Your task is to restate the listing word for word without the pictures.

TASK INPUT |

##########

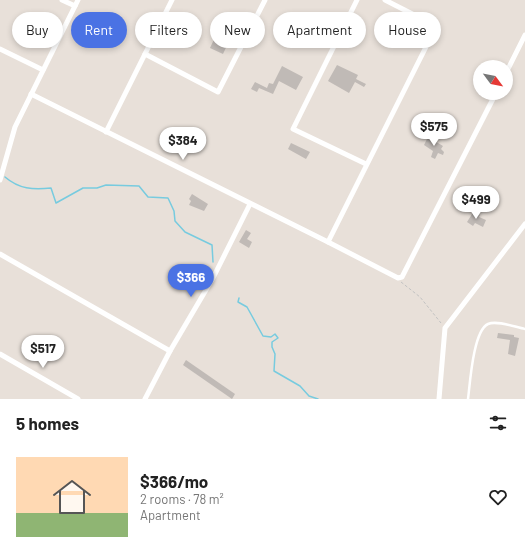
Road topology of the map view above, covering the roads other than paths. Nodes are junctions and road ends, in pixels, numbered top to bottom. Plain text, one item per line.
1 (62, 0) edge
2 (78, 0) edge
3 (172, 0) edge
4 (265, 0) edge
5 (357, 0) edge
6 (385, 0) edge
7 (75, 6) junction
8 (525, 35) edge
9 (0, 49) edge
10 (145, 54) junction
11 (512, 60) edge
12 (43, 70) junction
13 (32, 94) junction
14 (492, 100) edge
15 (106, 132) junction
16 (366, 164) junction
17 (0, 180) edge
18 (250, 204) junction
19 (525, 224) edge
20 (328, 242) junction
21 (0, 254) edge
22 (525, 329) edge
23 (170, 351) junction
24 (0, 354) edge
25 (78, 399) edge
26 (145, 399) edge
27 (439, 399) edge
28 (468, 399) edge

1 - 7 street
2 - 7 street
3 - 10 street
4 - 10 street
5 - 16 street
6 - 16 street
7 - 12 street
8 - 11 street
9 - 12 street
10 - 15 street
12 - 13 street
13 - 15 street
13 - 17 street
14 - 20 street
15 - 18 street
16 - 20 street
18 - 20 street
18 - 23 street
19 - 27 street
21 - 23 street
22 - 28 lane
23 - 26 street
24 - 25 street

##########

RESULT OF THIS EXERCISE |
Road topology of the map view above, covering the roads other than paths. Nodes are junctions and road ends, in pixels, numbered top to bottom. Plain text, one item per line.
1 (62, 0) edge
2 (78, 0) edge
3 (172, 0) edge
4 (265, 0) edge
5 (357, 0) edge
6 (385, 0) edge
7 (75, 6) junction
8 (525, 35) edge
9 (0, 49) edge
10 (145, 54) junction
11 (512, 60) edge
12 (43, 70) junction
13 (32, 94) junction
14 (492, 100) edge
15 (106, 132) junction
16 (366, 164) junction
17 (0, 180) edge
18 (250, 204) junction
19 (525, 224) edge
20 (328, 242) junction
21 (0, 254) edge
22 (525, 329) edge
23 (170, 351) junction
24 (0, 354) edge
25 (78, 399) edge
26 (145, 399) edge
27 (439, 399) edge
28 (468, 399) edge

1 - 7 street
2 - 7 street
3 - 10 street
4 - 10 street
5 - 16 street
6 - 16 street
7 - 12 street
8 - 11 street
9 - 12 street
10 - 15 street
12 - 13 street
13 - 15 street
13 - 17 street
14 - 20 street
15 - 18 street
16 - 20 street
18 - 20 street
18 - 23 street
19 - 27 street
21 - 23 street
22 - 28 lane
23 - 26 street
24 - 25 street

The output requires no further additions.